To do
In the listing below, find each line that holds "Sciuti" and list it.
Segment Start: Records for the task
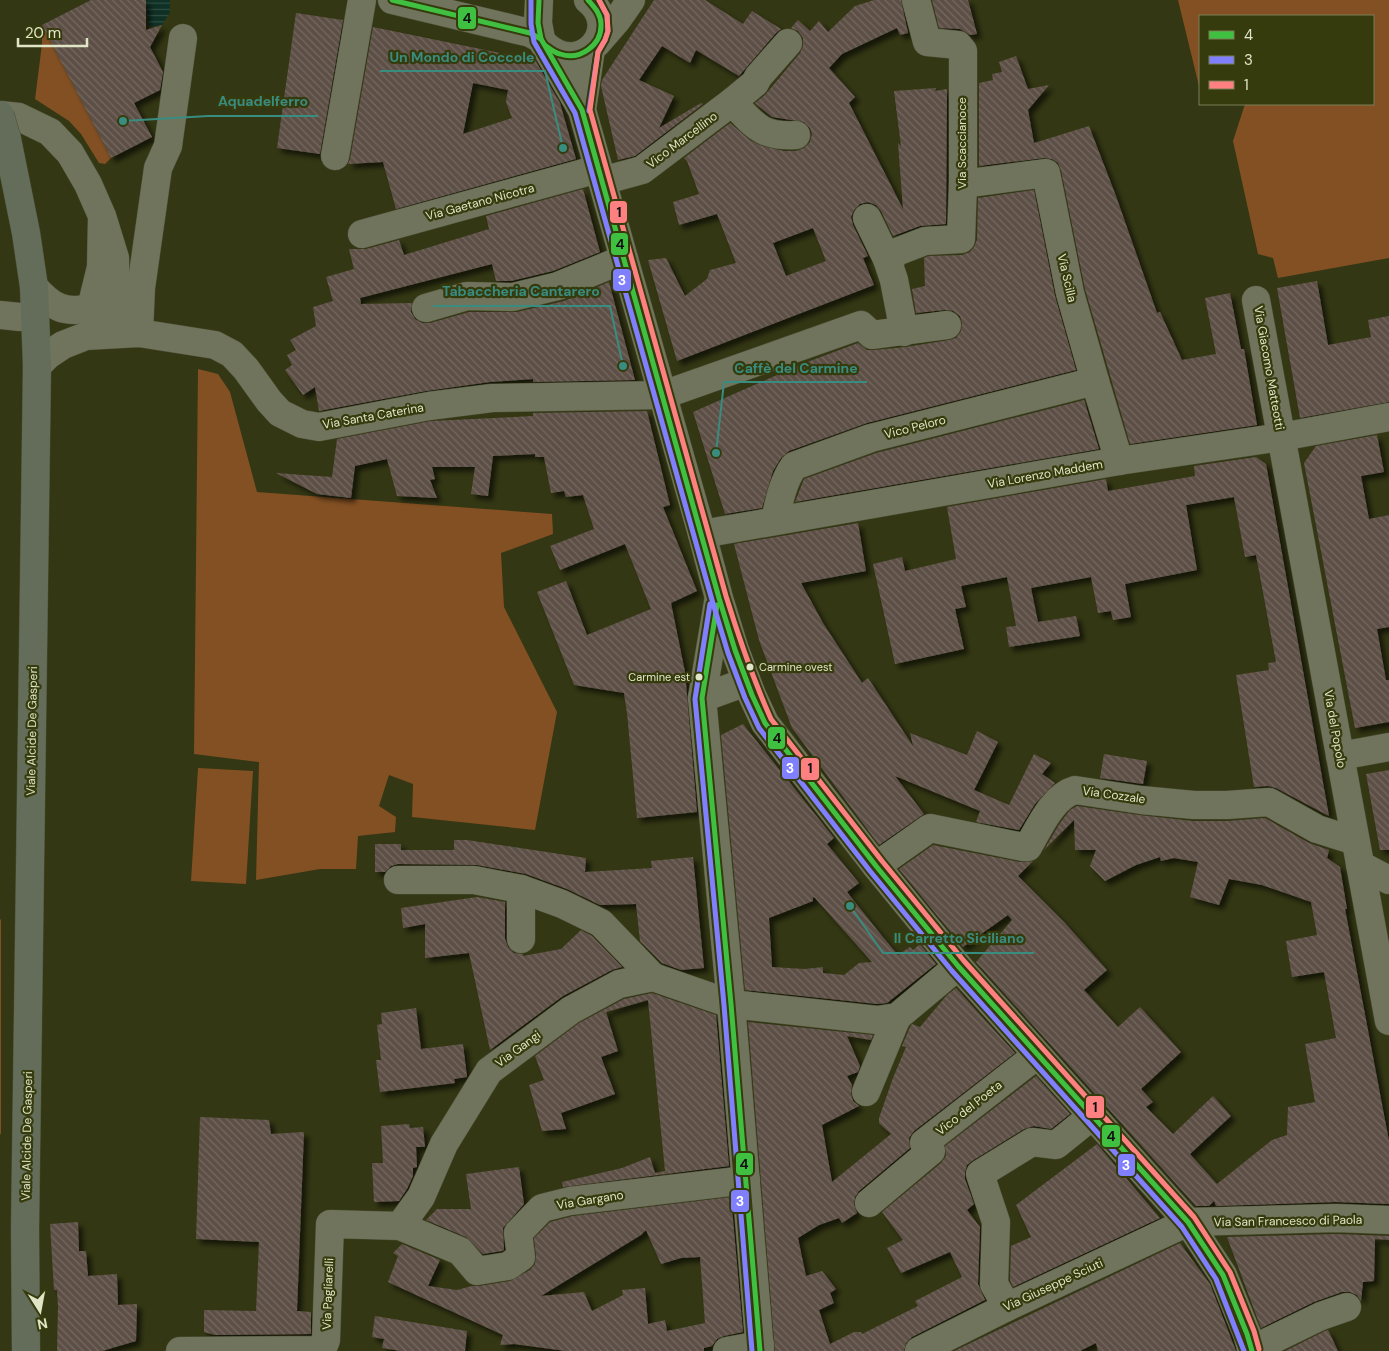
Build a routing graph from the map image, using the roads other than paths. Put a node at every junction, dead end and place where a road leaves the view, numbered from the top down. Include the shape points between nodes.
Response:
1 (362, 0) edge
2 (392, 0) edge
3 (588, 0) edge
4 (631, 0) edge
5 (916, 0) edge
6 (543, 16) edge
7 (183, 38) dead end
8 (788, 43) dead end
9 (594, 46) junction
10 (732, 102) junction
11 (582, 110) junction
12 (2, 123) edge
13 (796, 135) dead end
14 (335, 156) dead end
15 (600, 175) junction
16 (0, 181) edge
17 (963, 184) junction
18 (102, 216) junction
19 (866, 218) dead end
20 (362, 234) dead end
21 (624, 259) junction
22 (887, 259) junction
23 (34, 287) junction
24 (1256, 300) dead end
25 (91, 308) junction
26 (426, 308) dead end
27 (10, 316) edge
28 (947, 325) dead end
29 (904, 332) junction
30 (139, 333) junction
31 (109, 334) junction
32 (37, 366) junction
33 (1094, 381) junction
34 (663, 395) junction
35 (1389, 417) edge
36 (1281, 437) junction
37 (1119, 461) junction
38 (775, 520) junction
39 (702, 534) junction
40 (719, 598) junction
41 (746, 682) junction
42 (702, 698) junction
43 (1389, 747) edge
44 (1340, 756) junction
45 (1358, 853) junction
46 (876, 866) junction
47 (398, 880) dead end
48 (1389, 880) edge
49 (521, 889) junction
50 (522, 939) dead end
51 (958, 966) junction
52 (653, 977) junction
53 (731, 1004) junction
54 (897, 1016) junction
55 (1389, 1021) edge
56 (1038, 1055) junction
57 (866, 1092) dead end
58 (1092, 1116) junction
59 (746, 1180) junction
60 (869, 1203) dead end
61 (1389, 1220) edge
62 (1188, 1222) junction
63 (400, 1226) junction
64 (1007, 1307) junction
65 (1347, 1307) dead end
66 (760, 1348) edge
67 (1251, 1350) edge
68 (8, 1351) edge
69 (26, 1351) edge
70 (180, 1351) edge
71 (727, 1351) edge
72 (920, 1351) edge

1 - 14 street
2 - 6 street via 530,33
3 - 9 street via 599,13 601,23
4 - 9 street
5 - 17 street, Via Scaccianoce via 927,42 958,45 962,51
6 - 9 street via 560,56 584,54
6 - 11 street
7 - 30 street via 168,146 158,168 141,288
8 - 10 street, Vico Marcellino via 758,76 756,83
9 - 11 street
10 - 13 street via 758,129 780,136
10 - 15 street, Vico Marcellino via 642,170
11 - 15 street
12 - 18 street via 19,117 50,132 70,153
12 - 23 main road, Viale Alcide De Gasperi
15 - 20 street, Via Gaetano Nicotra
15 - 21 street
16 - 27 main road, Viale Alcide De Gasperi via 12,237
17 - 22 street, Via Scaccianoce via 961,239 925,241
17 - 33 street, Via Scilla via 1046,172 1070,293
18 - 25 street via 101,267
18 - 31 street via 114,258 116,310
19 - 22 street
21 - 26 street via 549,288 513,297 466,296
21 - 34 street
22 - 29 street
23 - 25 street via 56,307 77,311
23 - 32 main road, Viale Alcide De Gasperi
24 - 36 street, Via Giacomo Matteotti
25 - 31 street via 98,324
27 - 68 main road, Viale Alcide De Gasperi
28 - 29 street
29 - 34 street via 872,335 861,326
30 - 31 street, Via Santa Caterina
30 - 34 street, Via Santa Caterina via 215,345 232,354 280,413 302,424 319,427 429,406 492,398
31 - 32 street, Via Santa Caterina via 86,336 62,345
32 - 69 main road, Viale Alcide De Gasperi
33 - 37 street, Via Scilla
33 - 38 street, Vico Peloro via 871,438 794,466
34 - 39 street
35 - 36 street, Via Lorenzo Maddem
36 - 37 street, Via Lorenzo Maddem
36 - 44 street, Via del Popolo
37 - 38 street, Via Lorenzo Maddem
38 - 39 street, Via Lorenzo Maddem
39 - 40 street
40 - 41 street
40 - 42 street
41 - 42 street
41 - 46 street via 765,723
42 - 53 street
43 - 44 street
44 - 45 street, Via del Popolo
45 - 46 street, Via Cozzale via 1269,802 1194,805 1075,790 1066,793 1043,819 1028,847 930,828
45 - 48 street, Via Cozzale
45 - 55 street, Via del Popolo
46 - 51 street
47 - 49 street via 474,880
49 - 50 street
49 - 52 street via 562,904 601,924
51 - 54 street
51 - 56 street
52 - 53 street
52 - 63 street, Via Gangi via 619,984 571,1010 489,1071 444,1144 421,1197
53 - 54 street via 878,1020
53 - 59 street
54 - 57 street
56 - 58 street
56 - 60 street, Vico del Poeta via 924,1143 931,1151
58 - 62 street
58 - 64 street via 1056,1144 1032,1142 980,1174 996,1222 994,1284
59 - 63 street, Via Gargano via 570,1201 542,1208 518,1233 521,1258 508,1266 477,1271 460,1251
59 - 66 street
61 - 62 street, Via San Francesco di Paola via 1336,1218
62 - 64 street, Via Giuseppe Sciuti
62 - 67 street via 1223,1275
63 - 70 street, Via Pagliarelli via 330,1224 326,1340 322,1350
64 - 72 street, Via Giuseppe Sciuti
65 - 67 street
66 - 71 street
Segment End: Records for the task
Segment Start: Records for the task
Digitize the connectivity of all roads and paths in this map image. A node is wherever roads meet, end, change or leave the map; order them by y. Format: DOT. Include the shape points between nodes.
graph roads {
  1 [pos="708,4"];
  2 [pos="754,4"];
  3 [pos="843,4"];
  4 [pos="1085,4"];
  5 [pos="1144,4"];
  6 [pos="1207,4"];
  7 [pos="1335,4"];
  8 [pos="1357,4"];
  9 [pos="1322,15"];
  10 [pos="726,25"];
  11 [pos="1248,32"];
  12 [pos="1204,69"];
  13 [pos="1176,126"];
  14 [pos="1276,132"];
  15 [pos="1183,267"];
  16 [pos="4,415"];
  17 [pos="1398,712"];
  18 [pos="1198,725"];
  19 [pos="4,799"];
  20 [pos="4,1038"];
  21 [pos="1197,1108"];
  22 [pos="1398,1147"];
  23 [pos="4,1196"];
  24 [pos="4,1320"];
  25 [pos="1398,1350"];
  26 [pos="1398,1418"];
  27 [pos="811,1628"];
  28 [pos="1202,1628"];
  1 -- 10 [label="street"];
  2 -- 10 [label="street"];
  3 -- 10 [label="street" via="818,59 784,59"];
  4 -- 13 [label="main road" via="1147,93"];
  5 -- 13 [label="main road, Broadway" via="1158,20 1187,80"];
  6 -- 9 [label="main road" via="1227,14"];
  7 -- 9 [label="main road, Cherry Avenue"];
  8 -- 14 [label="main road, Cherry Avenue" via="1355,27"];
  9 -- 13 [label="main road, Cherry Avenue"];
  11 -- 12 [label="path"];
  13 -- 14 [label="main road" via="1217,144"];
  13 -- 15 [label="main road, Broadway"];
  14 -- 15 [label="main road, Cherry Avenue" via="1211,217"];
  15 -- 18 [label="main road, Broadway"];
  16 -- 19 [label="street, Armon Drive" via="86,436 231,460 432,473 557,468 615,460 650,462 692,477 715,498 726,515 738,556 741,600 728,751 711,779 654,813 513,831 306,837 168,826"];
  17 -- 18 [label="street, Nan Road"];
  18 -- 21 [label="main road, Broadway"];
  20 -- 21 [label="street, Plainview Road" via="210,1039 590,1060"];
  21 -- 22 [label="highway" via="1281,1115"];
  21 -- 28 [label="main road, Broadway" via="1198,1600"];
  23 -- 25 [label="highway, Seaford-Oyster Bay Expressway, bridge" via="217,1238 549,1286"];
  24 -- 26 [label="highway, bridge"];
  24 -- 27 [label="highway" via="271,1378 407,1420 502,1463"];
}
Segment End: Records for the task
Output for this exercise
62 - 64 street, Via Giuseppe Sciuti
64 - 72 street, Via Giuseppe Sciuti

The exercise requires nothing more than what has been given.